• Required action: Give a faithful, exact copy of all entries, minus the images.
■ ■ ■
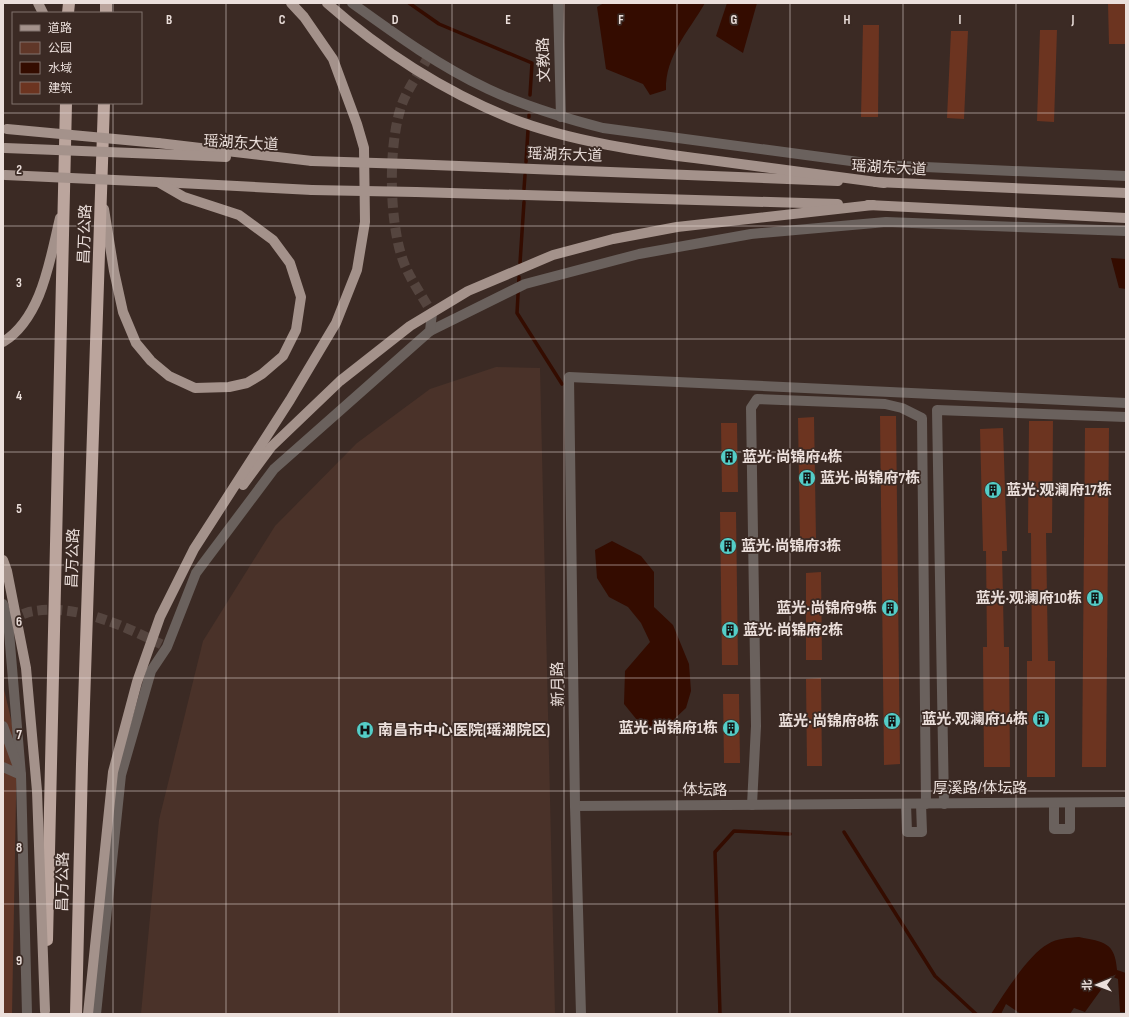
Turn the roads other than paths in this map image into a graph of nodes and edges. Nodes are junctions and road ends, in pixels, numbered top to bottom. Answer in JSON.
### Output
{"nodes":[{"id":1,"x":38,"y":3,"type":"edge"},
{"id":2,"x":291,"y":3,"type":"edge"},
{"id":3,"x":327,"y":3,"type":"edge"},
{"id":4,"x":352,"y":3,"type":"edge"},
{"id":5,"x":558,"y":3,"type":"edge"},
{"id":6,"x":42,"y":12,"type":"edge"},
{"id":7,"x":62,"y":104,"type":"edge"},
{"id":8,"x":66,"y":104,"type":"edge"},
{"id":9,"x":104,"y":104,"type":"edge"},
{"id":10,"x":561,"y":117,"type":"junction"},
{"id":11,"x":66,"y":124,"type":"junction"},
{"id":12,"x":5,"y":128,"type":"edge"},
{"id":13,"x":3,"y":148,"type":"edge"},
{"id":14,"x":312,"y":161,"type":"junction"},
{"id":15,"x":4,"y":175,"type":"edge"},
{"id":16,"x":1126,"y":176,"type":"edge"},
{"id":17,"x":158,"y":182,"type":"junction"},
{"id":18,"x":884,"y":183,"type":"junction"},
{"id":19,"x":1126,"y":194,"type":"edge"},
{"id":20,"x":102,"y":197,"type":"junction"},
{"id":21,"x":64,"y":203,"type":"junction"},
{"id":22,"x":873,"y":205,"type":"junction"},
{"id":23,"x":1126,"y":218,"type":"edge"},
{"id":24,"x":1126,"y":231,"type":"edge"},
{"id":25,"x":432,"y":313,"type":"junction"},
{"id":26,"x":430,"y":331,"type":"junction"},
{"id":27,"x":3,"y":342,"type":"edge"},
{"id":28,"x":1126,"y":403,"type":"edge"},
{"id":29,"x":1126,"y":417,"type":"edge"},
{"id":30,"x":194,"y":549,"type":"junction"},
{"id":31,"x":3,"y":560,"type":"edge"},
{"id":32,"x":3,"y":604,"type":"edge"},
{"id":33,"x":5,"y":621,"type":"edge"},
{"id":34,"x":3,"y":726,"type":"edge"},
{"id":35,"x":3,"y":767,"type":"edge"},
{"id":36,"x":21,"y":775,"type":"junction"},
{"id":37,"x":1126,"y":802,"type":"edge"},
{"id":38,"x":1054,"y":803,"type":"junction"},
{"id":39,"x":1070,"y":803,"type":"junction"},
{"id":40,"x":835,"y":804,"type":"joint"},
{"id":41,"x":906,"y":804,"type":"junction"},
{"id":42,"x":924,"y":804,"type":"junction"},
{"id":43,"x":944,"y":804,"type":"junction"},
{"id":44,"x":752,"y":805,"type":"junction"},
{"id":45,"x":575,"y":806,"type":"junction"},
{"id":46,"x":45,"y":1013,"type":"edge"},
{"id":47,"x":27,"y":1014,"type":"edge"},
{"id":48,"x":76,"y":1014,"type":"edge"},
{"id":49,"x":88,"y":1014,"type":"edge"},
{"id":50,"x":96,"y":1014,"type":"edge"},
{"id":51,"x":581,"y":1014,"type":"edge"}],
"edges":[{"from":1,"to":6,"type":"main road"},
{"from":2,"to":30,"type":"main road"},
{"from":3,"to":18,"type":"main road","bridge":true},
{"from":4,"to":10,"type":"street"},
{"from":5,"to":10,"type":"street","name":"文教路"},
{"from":7,"to":11,"type":"main road"},
{"from":8,"to":11,"type":"highway","name":"昌万公路"},
{"from":9,"to":20,"type":"highway","name":"昌万公路"},
{"from":10,"to":16,"type":"street"},
{"from":11,"to":21,"type":"highway","name":"昌万公路"},
{"from":12,"to":14,"type":"main road","bridge":true},
{"from":13,"to":14,"type":"main road","name":"瑶湖东大道","bridge":true},
{"from":14,"to":18,"type":"main road","name":"瑶湖东大道","bridge":true},
{"from":15,"to":17,"type":"main road","bridge":true},
{"from":17,"to":20,"type":"main road"},
{"from":17,"to":22,"type":"main road","bridge":true},
{"from":18,"to":19,"type":"main road","name":"瑶湖东大道"},
{"from":20,"to":48,"type":"highway","name":"昌万公路"},
{"from":21,"to":27,"type":"main road"},
{"from":21,"to":46,"type":"highway","name":"昌万公路"},
{"from":22,"to":23,"type":"main road"},
{"from":22,"to":25,"type":"main road"},
{"from":24,"to":26,"type":"street"},
{"from":25,"to":26,"type":"street"},
{"from":25,"to":30,"type":"main road"},
{"from":26,"to":50,"type":"street"},
{"from":28,"to":45,"type":"street","name":"新月路"},
{"from":29,"to":43,"type":"street"},
{"from":30,"to":49,"type":"main road"},
{"from":31,"to":46,"type":"main road","bridge":true},
{"from":32,"to":33,"type":"street"},
{"from":33,"to":36,"type":"street"},
{"from":34,"to":36,"type":"street"},
{"from":35,"to":36,"type":"street"},
{"from":36,"to":47,"type":"street"},
{"from":37,"to":39,"type":"street","name":"厚溪路/体坛路"},
{"from":38,"to":39,"type":"street","name":"厚溪路/体坛路"},
{"from":38,"to":39,"type":"street"},
{"from":38,"to":43,"type":"street","name":"厚溪路/体坛路"},
{"from":40,"to":41,"type":"street","name":"厚溪路/体坛路"},
{"from":40,"to":44,"type":"street","name":"体坛路"},
{"from":41,"to":42,"type":"street","name":"厚溪路/体坛路"},
{"from":41,"to":42,"type":"street"},
{"from":42,"to":43,"type":"street","name":"厚溪路/体坛路"},
{"from":42,"to":44,"type":"street"},
{"from":44,"to":45,"type":"street","name":"体坛路"},
{"from":45,"to":51,"type":"street","name":"新月路"}]}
■ ■ ■
• Answer section:
Turn the roads other than paths in this map image into a graph of nodes and edges. Nodes are junctions and road ends, in pixels, numbered top to bottom. Answer in JSON.
### Output
{"nodes":[{"id":1,"x":38,"y":3,"type":"edge"},
{"id":2,"x":291,"y":3,"type":"edge"},
{"id":3,"x":327,"y":3,"type":"edge"},
{"id":4,"x":352,"y":3,"type":"edge"},
{"id":5,"x":558,"y":3,"type":"edge"},
{"id":6,"x":42,"y":12,"type":"edge"},
{"id":7,"x":62,"y":104,"type":"edge"},
{"id":8,"x":66,"y":104,"type":"edge"},
{"id":9,"x":104,"y":104,"type":"edge"},
{"id":10,"x":561,"y":117,"type":"junction"},
{"id":11,"x":66,"y":124,"type":"junction"},
{"id":12,"x":5,"y":128,"type":"edge"},
{"id":13,"x":3,"y":148,"type":"edge"},
{"id":14,"x":312,"y":161,"type":"junction"},
{"id":15,"x":4,"y":175,"type":"edge"},
{"id":16,"x":1126,"y":176,"type":"edge"},
{"id":17,"x":158,"y":182,"type":"junction"},
{"id":18,"x":884,"y":183,"type":"junction"},
{"id":19,"x":1126,"y":194,"type":"edge"},
{"id":20,"x":102,"y":197,"type":"junction"},
{"id":21,"x":64,"y":203,"type":"junction"},
{"id":22,"x":873,"y":205,"type":"junction"},
{"id":23,"x":1126,"y":218,"type":"edge"},
{"id":24,"x":1126,"y":231,"type":"edge"},
{"id":25,"x":432,"y":313,"type":"junction"},
{"id":26,"x":430,"y":331,"type":"junction"},
{"id":27,"x":3,"y":342,"type":"edge"},
{"id":28,"x":1126,"y":403,"type":"edge"},
{"id":29,"x":1126,"y":417,"type":"edge"},
{"id":30,"x":194,"y":549,"type":"junction"},
{"id":31,"x":3,"y":560,"type":"edge"},
{"id":32,"x":3,"y":604,"type":"edge"},
{"id":33,"x":5,"y":621,"type":"edge"},
{"id":34,"x":3,"y":726,"type":"edge"},
{"id":35,"x":3,"y":767,"type":"edge"},
{"id":36,"x":21,"y":775,"type":"junction"},
{"id":37,"x":1126,"y":802,"type":"edge"},
{"id":38,"x":1054,"y":803,"type":"junction"},
{"id":39,"x":1070,"y":803,"type":"junction"},
{"id":40,"x":835,"y":804,"type":"joint"},
{"id":41,"x":906,"y":804,"type":"junction"},
{"id":42,"x":924,"y":804,"type":"junction"},
{"id":43,"x":944,"y":804,"type":"junction"},
{"id":44,"x":752,"y":805,"type":"junction"},
{"id":45,"x":575,"y":806,"type":"junction"},
{"id":46,"x":45,"y":1013,"type":"edge"},
{"id":47,"x":27,"y":1014,"type":"edge"},
{"id":48,"x":76,"y":1014,"type":"edge"},
{"id":49,"x":88,"y":1014,"type":"edge"},
{"id":50,"x":96,"y":1014,"type":"edge"},
{"id":51,"x":581,"y":1014,"type":"edge"}],
"edges":[{"from":1,"to":6,"type":"main road"},
{"from":2,"to":30,"type":"main road"},
{"from":3,"to":18,"type":"main road","bridge":true},
{"from":4,"to":10,"type":"street"},
{"from":5,"to":10,"type":"street","name":"文教路"},
{"from":7,"to":11,"type":"main road"},
{"from":8,"to":11,"type":"highway","name":"昌万公路"},
{"from":9,"to":20,"type":"highway","name":"昌万公路"},
{"from":10,"to":16,"type":"street"},
{"from":11,"to":21,"type":"highway","name":"昌万公路"},
{"from":12,"to":14,"type":"main road","bridge":true},
{"from":13,"to":14,"type":"main road","name":"瑶湖东大道","bridge":true},
{"from":14,"to":18,"type":"main road","name":"瑶湖东大道","bridge":true},
{"from":15,"to":17,"type":"main road","bridge":true},
{"from":17,"to":20,"type":"main road"},
{"from":17,"to":22,"type":"main road","bridge":true},
{"from":18,"to":19,"type":"main road","name":"瑶湖东大道"},
{"from":20,"to":48,"type":"highway","name":"昌万公路"},
{"from":21,"to":27,"type":"main road"},
{"from":21,"to":46,"type":"highway","name":"昌万公路"},
{"from":22,"to":23,"type":"main road"},
{"from":22,"to":25,"type":"main road"},
{"from":24,"to":26,"type":"street"},
{"from":25,"to":26,"type":"street"},
{"from":25,"to":30,"type":"main road"},
{"from":26,"to":50,"type":"street"},
{"from":28,"to":45,"type":"street","name":"新月路"},
{"from":29,"to":43,"type":"street"},
{"from":30,"to":49,"type":"main road"},
{"from":31,"to":46,"type":"main road","bridge":true},
{"from":32,"to":33,"type":"street"},
{"from":33,"to":36,"type":"street"},
{"from":34,"to":36,"type":"street"},
{"from":35,"to":36,"type":"street"},
{"from":36,"to":47,"type":"street"},
{"from":37,"to":39,"type":"street","name":"厚溪路/体坛路"},
{"from":38,"to":39,"type":"street","name":"厚溪路/体坛路"},
{"from":38,"to":39,"type":"street"},
{"from":38,"to":43,"type":"street","name":"厚溪路/体坛路"},
{"from":40,"to":41,"type":"street","name":"厚溪路/体坛路"},
{"from":40,"to":44,"type":"street","name":"体坛路"},
{"from":41,"to":42,"type":"street","name":"厚溪路/体坛路"},
{"from":41,"to":42,"type":"street"},
{"from":42,"to":43,"type":"street","name":"厚溪路/体坛路"},
{"from":42,"to":44,"type":"street"},
{"from":44,"to":45,"type":"street","name":"体坛路"},
{"from":45,"to":51,"type":"street","name":"新月路"}]}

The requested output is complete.